[Stored dataset items]
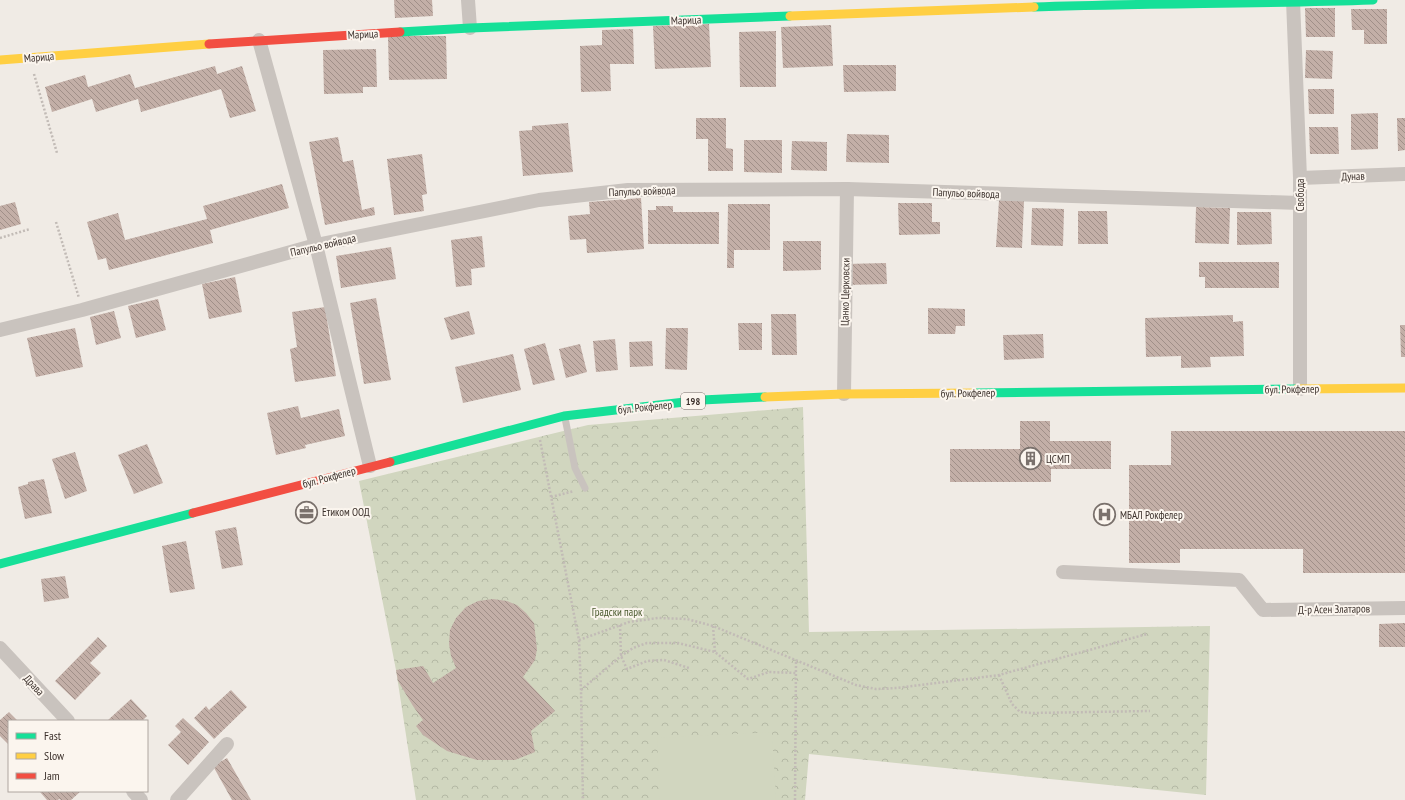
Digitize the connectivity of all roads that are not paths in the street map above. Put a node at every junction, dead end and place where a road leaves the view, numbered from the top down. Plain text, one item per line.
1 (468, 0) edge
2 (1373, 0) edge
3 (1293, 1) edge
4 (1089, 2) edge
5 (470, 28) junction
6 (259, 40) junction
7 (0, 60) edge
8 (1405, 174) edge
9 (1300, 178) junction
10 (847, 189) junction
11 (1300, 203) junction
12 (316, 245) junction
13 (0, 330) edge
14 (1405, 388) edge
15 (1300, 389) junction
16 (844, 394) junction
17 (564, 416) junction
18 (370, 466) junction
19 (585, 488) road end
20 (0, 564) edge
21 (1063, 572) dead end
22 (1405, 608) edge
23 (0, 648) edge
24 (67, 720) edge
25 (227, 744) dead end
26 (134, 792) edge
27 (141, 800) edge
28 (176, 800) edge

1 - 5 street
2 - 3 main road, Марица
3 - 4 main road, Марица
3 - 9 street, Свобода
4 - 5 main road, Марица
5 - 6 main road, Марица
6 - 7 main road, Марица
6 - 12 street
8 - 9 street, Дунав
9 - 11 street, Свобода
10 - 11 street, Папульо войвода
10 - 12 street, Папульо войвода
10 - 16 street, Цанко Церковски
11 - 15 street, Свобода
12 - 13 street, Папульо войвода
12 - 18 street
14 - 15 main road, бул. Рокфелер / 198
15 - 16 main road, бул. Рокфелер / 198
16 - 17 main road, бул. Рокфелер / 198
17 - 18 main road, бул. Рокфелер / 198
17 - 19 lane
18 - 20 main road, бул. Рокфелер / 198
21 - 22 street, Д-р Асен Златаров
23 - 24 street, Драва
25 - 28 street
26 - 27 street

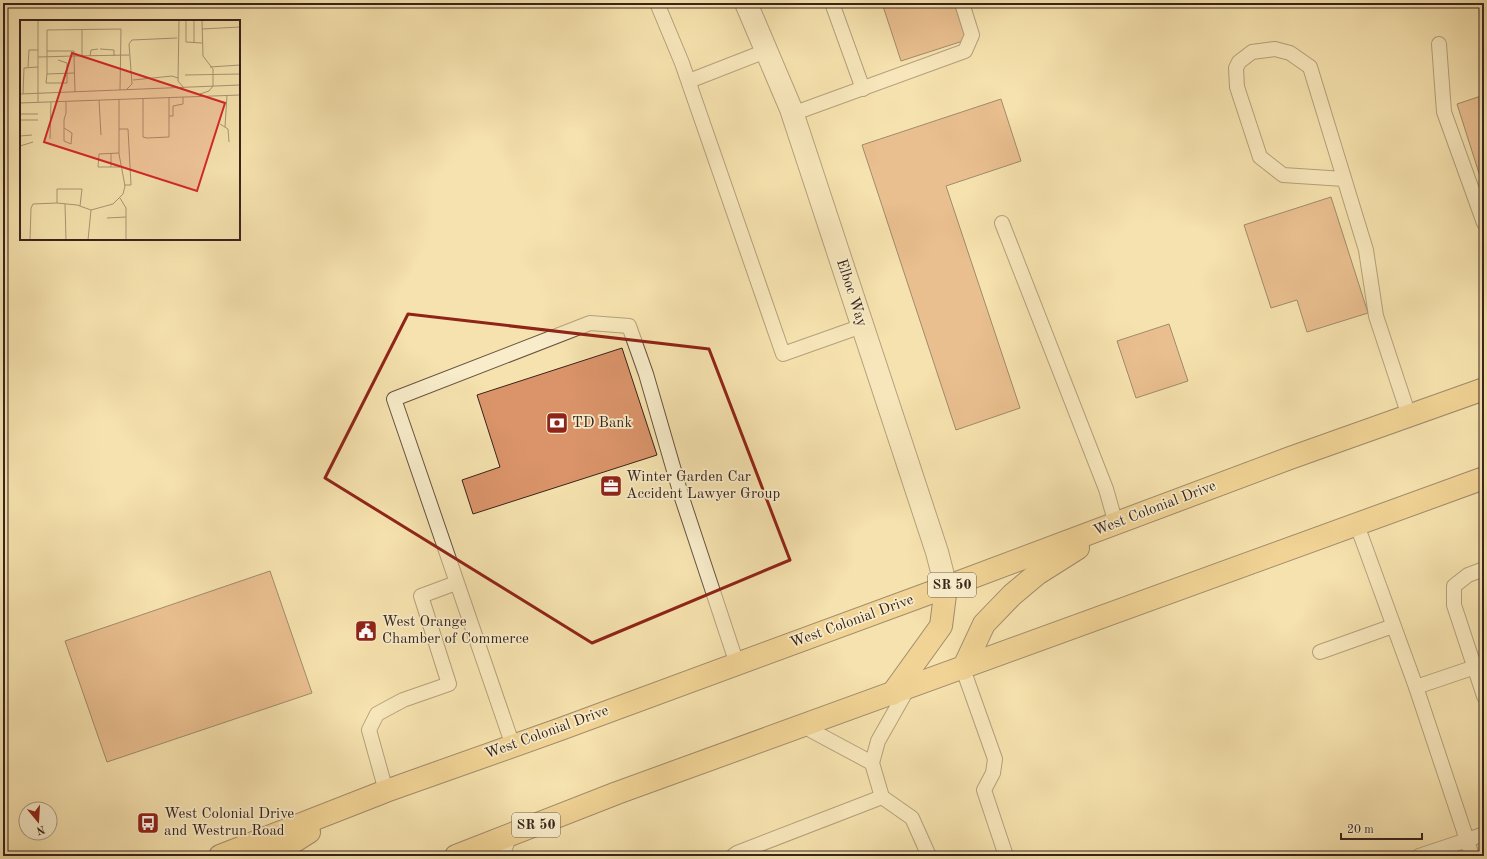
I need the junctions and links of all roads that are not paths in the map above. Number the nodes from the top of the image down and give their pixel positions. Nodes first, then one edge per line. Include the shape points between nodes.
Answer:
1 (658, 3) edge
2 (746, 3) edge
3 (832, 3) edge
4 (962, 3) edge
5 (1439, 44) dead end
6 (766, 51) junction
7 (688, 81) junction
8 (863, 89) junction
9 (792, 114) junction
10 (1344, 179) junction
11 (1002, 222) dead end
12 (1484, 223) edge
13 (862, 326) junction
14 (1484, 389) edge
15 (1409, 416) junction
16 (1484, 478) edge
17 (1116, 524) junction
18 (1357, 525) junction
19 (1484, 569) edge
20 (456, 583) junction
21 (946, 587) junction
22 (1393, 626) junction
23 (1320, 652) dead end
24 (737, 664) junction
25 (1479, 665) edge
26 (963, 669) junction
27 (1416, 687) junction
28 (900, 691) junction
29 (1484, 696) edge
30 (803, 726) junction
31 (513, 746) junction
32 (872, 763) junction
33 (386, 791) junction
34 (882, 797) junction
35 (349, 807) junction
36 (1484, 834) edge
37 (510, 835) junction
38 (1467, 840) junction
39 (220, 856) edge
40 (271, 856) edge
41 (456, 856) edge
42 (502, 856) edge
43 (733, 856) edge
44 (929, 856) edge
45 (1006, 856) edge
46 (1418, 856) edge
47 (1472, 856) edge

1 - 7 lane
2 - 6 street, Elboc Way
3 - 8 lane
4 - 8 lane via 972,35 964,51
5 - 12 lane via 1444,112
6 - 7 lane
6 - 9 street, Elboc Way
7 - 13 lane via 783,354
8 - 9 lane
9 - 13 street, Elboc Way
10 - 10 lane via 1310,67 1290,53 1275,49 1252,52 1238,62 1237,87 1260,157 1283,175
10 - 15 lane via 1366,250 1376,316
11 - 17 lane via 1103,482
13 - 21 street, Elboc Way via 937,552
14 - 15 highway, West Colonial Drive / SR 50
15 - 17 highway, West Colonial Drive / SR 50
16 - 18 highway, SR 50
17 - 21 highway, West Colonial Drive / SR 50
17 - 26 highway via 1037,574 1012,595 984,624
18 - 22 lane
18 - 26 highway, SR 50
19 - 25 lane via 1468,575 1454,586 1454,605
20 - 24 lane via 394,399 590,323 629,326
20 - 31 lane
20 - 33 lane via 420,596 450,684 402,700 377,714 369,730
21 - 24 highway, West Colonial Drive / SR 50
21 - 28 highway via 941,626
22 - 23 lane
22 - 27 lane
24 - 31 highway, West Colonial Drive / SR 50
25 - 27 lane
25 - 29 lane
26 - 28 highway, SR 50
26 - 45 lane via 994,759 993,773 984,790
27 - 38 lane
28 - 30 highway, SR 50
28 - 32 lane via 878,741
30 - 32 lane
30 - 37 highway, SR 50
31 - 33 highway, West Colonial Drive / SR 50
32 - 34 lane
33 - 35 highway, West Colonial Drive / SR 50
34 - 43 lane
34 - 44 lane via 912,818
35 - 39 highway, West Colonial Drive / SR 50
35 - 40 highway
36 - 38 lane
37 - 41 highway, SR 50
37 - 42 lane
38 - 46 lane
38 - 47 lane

## WORK REQUIRED
Repeat the entries exactly. Any picture is to be left out.

## WRITTEN SOLUTION
Digitize the connectivity of all roads that are not paths in the street map above. Put a node at every junction, dead end and place where a road leaves the view, numbered from the top down. Plain text, one item per line.
1 (468, 0) edge
2 (1373, 0) edge
3 (1293, 1) edge
4 (1089, 2) edge
5 (470, 28) junction
6 (259, 40) junction
7 (0, 60) edge
8 (1405, 174) edge
9 (1300, 178) junction
10 (847, 189) junction
11 (1300, 203) junction
12 (316, 245) junction
13 (0, 330) edge
14 (1405, 388) edge
15 (1300, 389) junction
16 (844, 394) junction
17 (564, 416) junction
18 (370, 466) junction
19 (585, 488) road end
20 (0, 564) edge
21 (1063, 572) dead end
22 (1405, 608) edge
23 (0, 648) edge
24 (67, 720) edge
25 (227, 744) dead end
26 (134, 792) edge
27 (141, 800) edge
28 (176, 800) edge

1 - 5 street
2 - 3 main road, Марица
3 - 4 main road, Марица
3 - 9 street, Свобода
4 - 5 main road, Марица
5 - 6 main road, Марица
6 - 7 main road, Марица
6 - 12 street
8 - 9 street, Дунав
9 - 11 street, Свобода
10 - 11 street, Папульо войвода
10 - 12 street, Папульо войвода
10 - 16 street, Цанко Церковски
11 - 15 street, Свобода
12 - 13 street, Папульо войвода
12 - 18 street
14 - 15 main road, бул. Рокфелер / 198
15 - 16 main road, бул. Рокфелер / 198
16 - 17 main road, бул. Рокфелер / 198
17 - 18 main road, бул. Рокфелер / 198
17 - 19 lane
18 - 20 main road, бул. Рокфелер / 198
21 - 22 street, Д-р Асен Златаров
23 - 24 street, Драва
25 - 28 street
26 - 27 street

I need the junctions and links of all roads that are not paths in the map above. Number the nodes from the top of the image down and give their pixel positions. Nodes first, then one edge per line. Include the shape points between nodes.
Answer:
1 (658, 3) edge
2 (746, 3) edge
3 (832, 3) edge
4 (962, 3) edge
5 (1439, 44) dead end
6 (766, 51) junction
7 (688, 81) junction
8 (863, 89) junction
9 (792, 114) junction
10 (1344, 179) junction
11 (1002, 222) dead end
12 (1484, 223) edge
13 (862, 326) junction
14 (1484, 389) edge
15 (1409, 416) junction
16 (1484, 478) edge
17 (1116, 524) junction
18 (1357, 525) junction
19 (1484, 569) edge
20 (456, 583) junction
21 (946, 587) junction
22 (1393, 626) junction
23 (1320, 652) dead end
24 (737, 664) junction
25 (1479, 665) edge
26 (963, 669) junction
27 (1416, 687) junction
28 (900, 691) junction
29 (1484, 696) edge
30 (803, 726) junction
31 (513, 746) junction
32 (872, 763) junction
33 (386, 791) junction
34 (882, 797) junction
35 (349, 807) junction
36 (1484, 834) edge
37 (510, 835) junction
38 (1467, 840) junction
39 (220, 856) edge
40 (271, 856) edge
41 (456, 856) edge
42 (502, 856) edge
43 (733, 856) edge
44 (929, 856) edge
45 (1006, 856) edge
46 (1418, 856) edge
47 (1472, 856) edge

1 - 7 lane
2 - 6 street, Elboc Way
3 - 8 lane
4 - 8 lane via 972,35 964,51
5 - 12 lane via 1444,112
6 - 7 lane
6 - 9 street, Elboc Way
7 - 13 lane via 783,354
8 - 9 lane
9 - 13 street, Elboc Way
10 - 10 lane via 1310,67 1290,53 1275,49 1252,52 1238,62 1237,87 1260,157 1283,175
10 - 15 lane via 1366,250 1376,316
11 - 17 lane via 1103,482
13 - 21 street, Elboc Way via 937,552
14 - 15 highway, West Colonial Drive / SR 50
15 - 17 highway, West Colonial Drive / SR 50
16 - 18 highway, SR 50
17 - 21 highway, West Colonial Drive / SR 50
17 - 26 highway via 1037,574 1012,595 984,624
18 - 22 lane
18 - 26 highway, SR 50
19 - 25 lane via 1468,575 1454,586 1454,605
20 - 24 lane via 394,399 590,323 629,326
20 - 31 lane
20 - 33 lane via 420,596 450,684 402,700 377,714 369,730
21 - 24 highway, West Colonial Drive / SR 50
21 - 28 highway via 941,626
22 - 23 lane
22 - 27 lane
24 - 31 highway, West Colonial Drive / SR 50
25 - 27 lane
25 - 29 lane
26 - 28 highway, SR 50
26 - 45 lane via 994,759 993,773 984,790
27 - 38 lane
28 - 30 highway, SR 50
28 - 32 lane via 878,741
30 - 32 lane
30 - 37 highway, SR 50
31 - 33 highway, West Colonial Drive / SR 50
32 - 34 lane
33 - 35 highway, West Colonial Drive / SR 50
34 - 43 lane
34 - 44 lane via 912,818
35 - 39 highway, West Colonial Drive / SR 50
35 - 40 highway
36 - 38 lane
37 - 41 highway, SR 50
37 - 42 lane
38 - 46 lane
38 - 47 lane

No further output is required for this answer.